Town officials, however, say the projected declines are actually unlikely to happen.

Marana’s total population was nearly 56,000 in July 2022, the most recent U.S. census report shows. But many of the existing residents live in parts of Marana that get water from the Tucson Water utility rather than from Marana Water.

Houses under construction in the Tribute subdivision just off of Tangerine in the Gladden Farms housing development of Marana in 2019.

Marana Mayor Ed Honea has predicted the town could reach a total population of 100,000 by the late 2020s. The regional Pima Association of Governments has projected slower growth, reaching about 78,300 people by 2035 and 86,000 people by 2040, but Marana officials say the town’s growth has often outstripped others’ projections.

Lowering the groundwater table

Marana’s application, from May 2022, said its computerized models found its groundwater pumping over the next decade will lower the area’s water table as deep as 800 feet, and drop 120 feet below current levels.

The 800-foot depth is 200 feet higher than the 1,000-foot-limit allowed under state regulations.

β€œThe modeling results indicate that the regional aquifer contains sufficient groundwater to meet Marana’s projected demands,” plus other water demands in nearby areas for at least 100 years, said the town’s assured water supply application, written by the hydrologic consulting firm Montgomery and Associates.

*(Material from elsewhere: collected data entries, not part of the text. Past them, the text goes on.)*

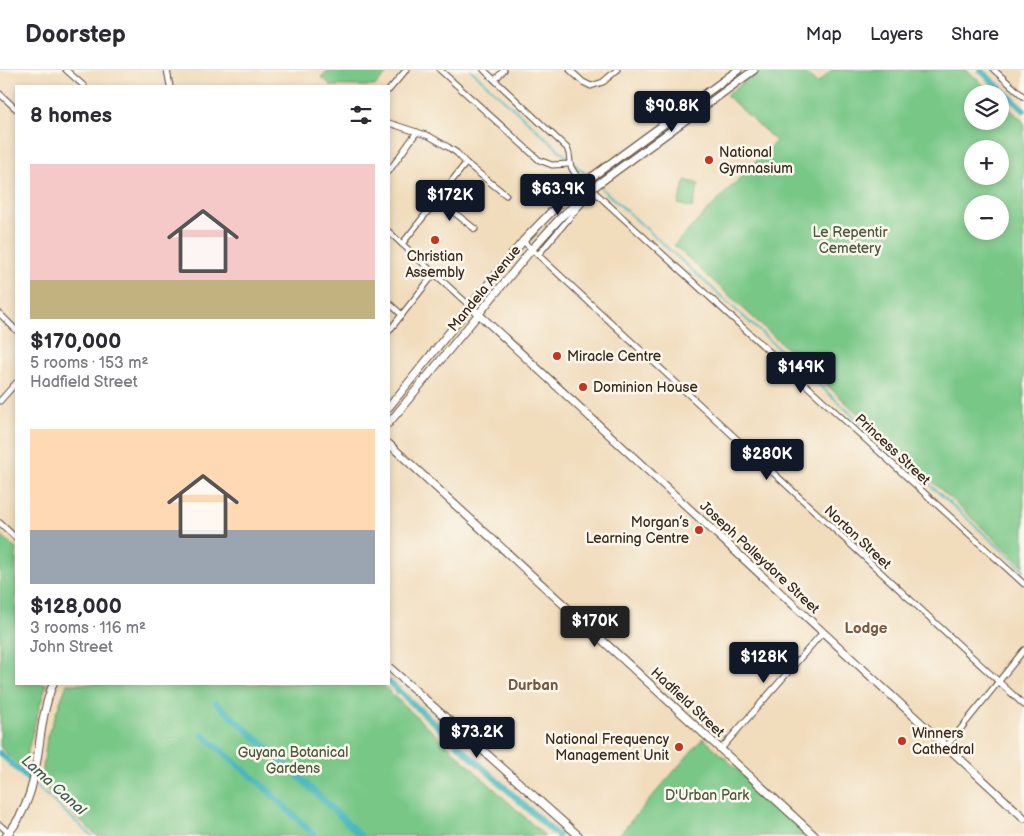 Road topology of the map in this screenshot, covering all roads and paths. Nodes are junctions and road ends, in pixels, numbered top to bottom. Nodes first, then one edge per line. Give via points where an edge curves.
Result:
1 (67, 70) edge
2 (167, 70) edge
3 (406, 70) edge
4 (440, 70) edge
5 (484, 70) edge
6 (504, 70) edge
7 (570, 70) edge
8 (617, 70) edge
9 (723, 70) edge
10 (738, 70) edge
11 (754, 70) edge
12 (994, 70) edge
13 (729, 77) junction
14 (495, 80) junction
15 (735, 83) junction
16 (83, 85) edge
17 (169, 85) edge
18 (390, 89) edge
19 (0, 94) edge
20 (1024, 97) edge
21 (15, 107) edge
22 (390, 123) edge
23 (417, 132) junction
24 (466, 163) junction
25 (569, 163) junction
26 (390, 170) edge
27 (589, 180) junction
28 (595, 187) junction
29 (506, 194) dead end
30 (437, 199) junction
31 (475, 229) dead end
32 (390, 233) edge
33 (523, 242) junction
34 (402, 244) junction
35 (532, 249) junction
36 (538, 255) junction
37 (434, 274) junction
38 (390, 304) edge
39 (471, 307) junction
40 (0, 314) edge
41 (402, 315) junction
42 (479, 315) junction
43 (15, 329) edge
44 (390, 330) edge
45 (15, 384) edge
46 (0, 402) edge
47 (390, 406) edge
48 (390, 422) edge
49 (390, 445) edge
50 (0, 523) edge
51 (15, 537) edge
52 (1024, 584) edge
53 (823, 632) junction
54 (1024, 650) edge
55 (390, 668) edge
56 (998, 682) junction
57 (53, 685) edge
58 (1024, 705) edge
59 (946, 746) junction
60 (721, 749) junction
61 (1024, 818) edge
62 (0, 825) edge
63 (7, 835) edge
64 (579, 836) edge
65 (815, 836) edge

1 - 16 street
2 - 17 street
3 - 18 street
4 - 25 street via 539,160 552,165
5 - 14 street
6 - 14 street
7 - 8 street via 588,86 603,82
9 - 13 main road
10 - 13 main road, Mandela Avenue
11 - 15 main road, Mandela Avenue
12 - 20 street
13 - 15 main road
13 - 27 main road, Mandela Avenue
14 - 25 street via 569,152
15 - 28 main road, Mandela Avenue
19 - 21 street
22 - 23 street
23 - 24 street via 448,147
23 - 26 street
24 - 29 street
24 - 30 street
25 - 27 street, Princess Street via 572,170
27 - 28 street, Princess Street
27 - 33 main road, Mandela Avenue via 554,209
28 - 35 main road, Mandela Avenue
28 - 36 street
28 - 52 street, Princess Street
30 - 31 street
30 - 34 street
32 - 34 street
33 - 35 street, Norton Street
33 - 39 main road, Mandela Avenue
34 - 37 street
35 - 36 street, Norton Street
35 - 42 main road, Mandela Avenue
36 - 56 street, Norton Street
37 - 39 street
37 - 41 street
38 - 41 street
39 - 42 main road, Joseph Polleydore Street
39 - 47 main road, Mandela Avenue
40 - 43 street
41 - 44 street
42 - 48 main road, Mandela Avenue
42 - 53 main road, Joseph Polleydore Street
45 - 46 street
49 - 60 main road, Hadfield Street
50 - 51 street
53 - 59 main road, Joseph Polleydore Street
53 - 60 street
54 - 56 street
55 - 64 main road
56 - 58 street, Norton Street
56 - 59 street
57 - 63 main road via 44,708 30,795
59 - 61 main road, Joseph Polleydore Street
60 - 65 main road, Hadfield Street
62 - 63 street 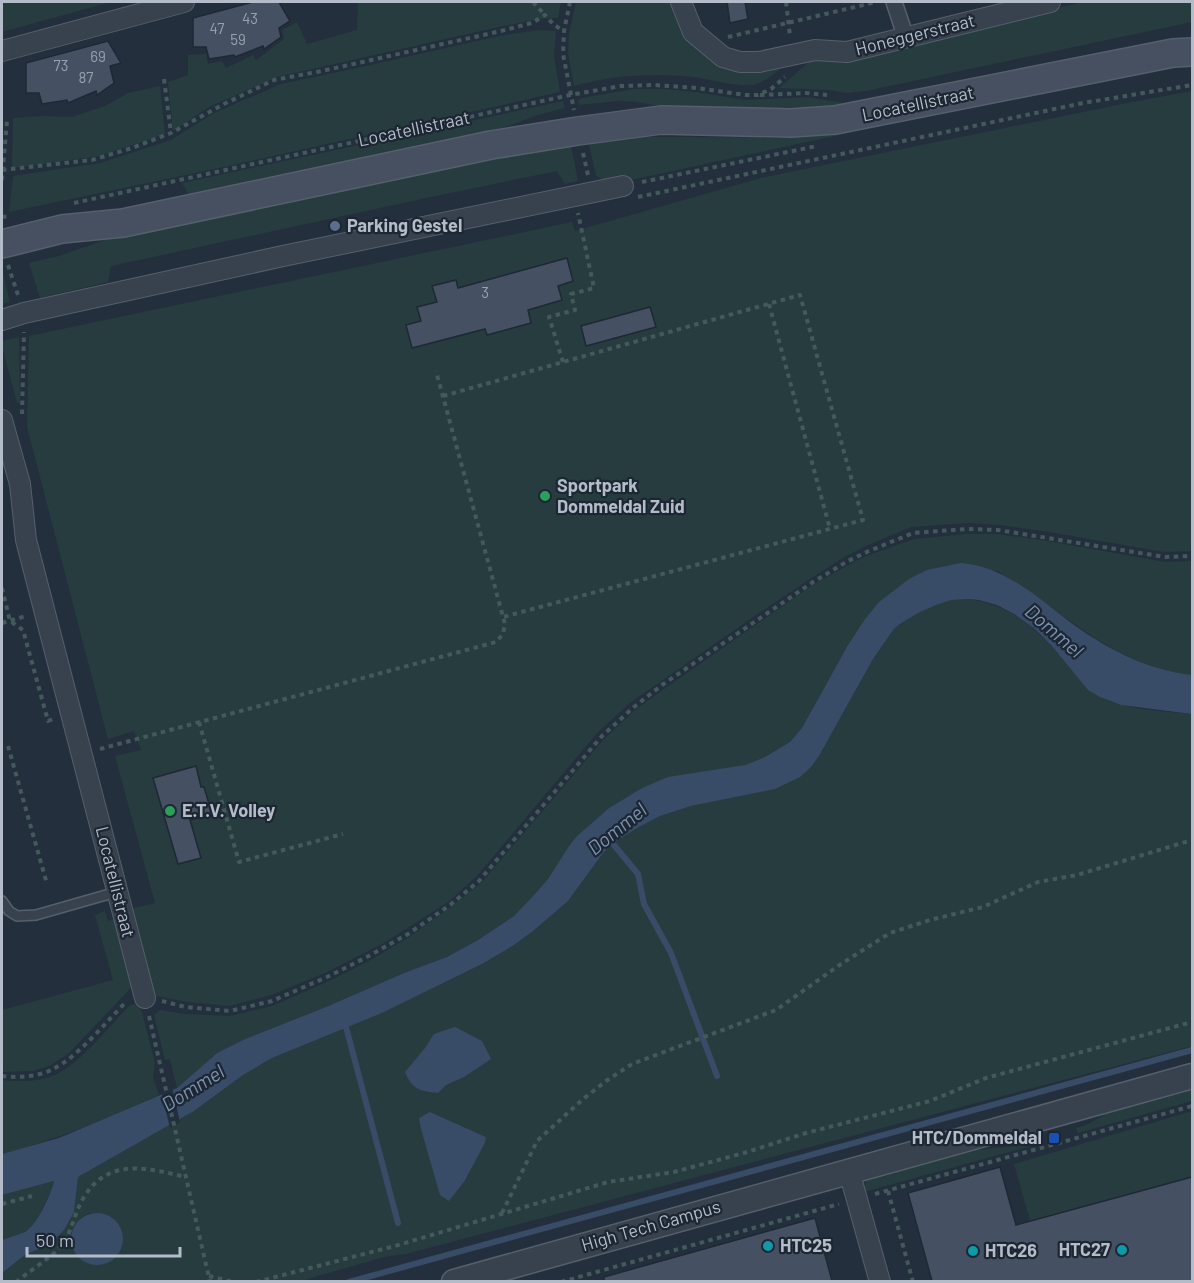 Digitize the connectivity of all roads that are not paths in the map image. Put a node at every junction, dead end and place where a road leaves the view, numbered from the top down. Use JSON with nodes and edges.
{"nodes":[{"id":1,"x":184,"y":2,"type":"edge"},
{"id":2,"x":681,"y":2,"type":"edge"},
{"id":3,"x":894,"y":2,"type":"edge"},
{"id":4,"x":1050,"y":2,"type":"edge"},
{"id":5,"x":906,"y":38,"type":"junction"},
{"id":6,"x":1186,"y":50,"type":"edge"},
{"id":7,"x":2,"y":51,"type":"edge"},
{"id":8,"x":630,"y":192,"type":"road end"},
{"id":9,"x":3,"y":255,"type":"edge"},
{"id":10,"x":2,"y":320,"type":"edge"},
{"id":11,"x":2,"y":420,"type":"edge"},
{"id":12,"x":106,"y":896,"type":"dead end"},
{"id":13,"x":2,"y":901,"type":"edge"},
{"id":14,"x":145,"y":998,"type":"road end"},
{"id":15,"x":1192,"y":1076,"type":"edge"},
{"id":16,"x":849,"y":1171,"type":"junction"},
{"id":17,"x":454,"y":1281,"type":"edge"},
{"id":18,"x":880,"y":1281,"type":"edge"}],
"edges":[{"from":1,"to":7,"type":"street"},
{"from":2,"to":5,"type":"street","name":"Honeggerstraat"},
{"from":3,"to":5,"type":"street"},
{"from":4,"to":5,"type":"street","name":"Honeggerstraat"},
{"from":6,"to":9,"type":"main road","name":"Locatellistraat"},
{"from":8,"to":10,"type":"street"},
{"from":11,"to":14,"type":"street","name":"Locatellistraat"},
{"from":12,"to":13,"type":"lane"},
{"from":15,"to":16,"type":"street","name":"High Tech Campus"},
{"from":16,"to":17,"type":"street","name":"High Tech Campus"},
{"from":16,"to":18,"type":"street"}]}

On Friday, Marana Water Director Jing Luo said the current application has met all the state’s standards for showing an assured water supply.

β€œWe will be working with ADWR to address every concern and objection received through their public process. Marana remains dedicated to proactive, transparent, and comprehensive water resource management,” Luo said.

The Tortolita Alliance says such a decline wouldn’t be healthy for the aquifer since native groundwater, once pumped out, is likely gone forever.

Such concerns are shared by some private hydrologists and university water researchers who have in the past told the Star they fear water level declines on similar scales could trigger subsidence, or sinking of the aquifer, reduce water quality and make pumping much more expensive.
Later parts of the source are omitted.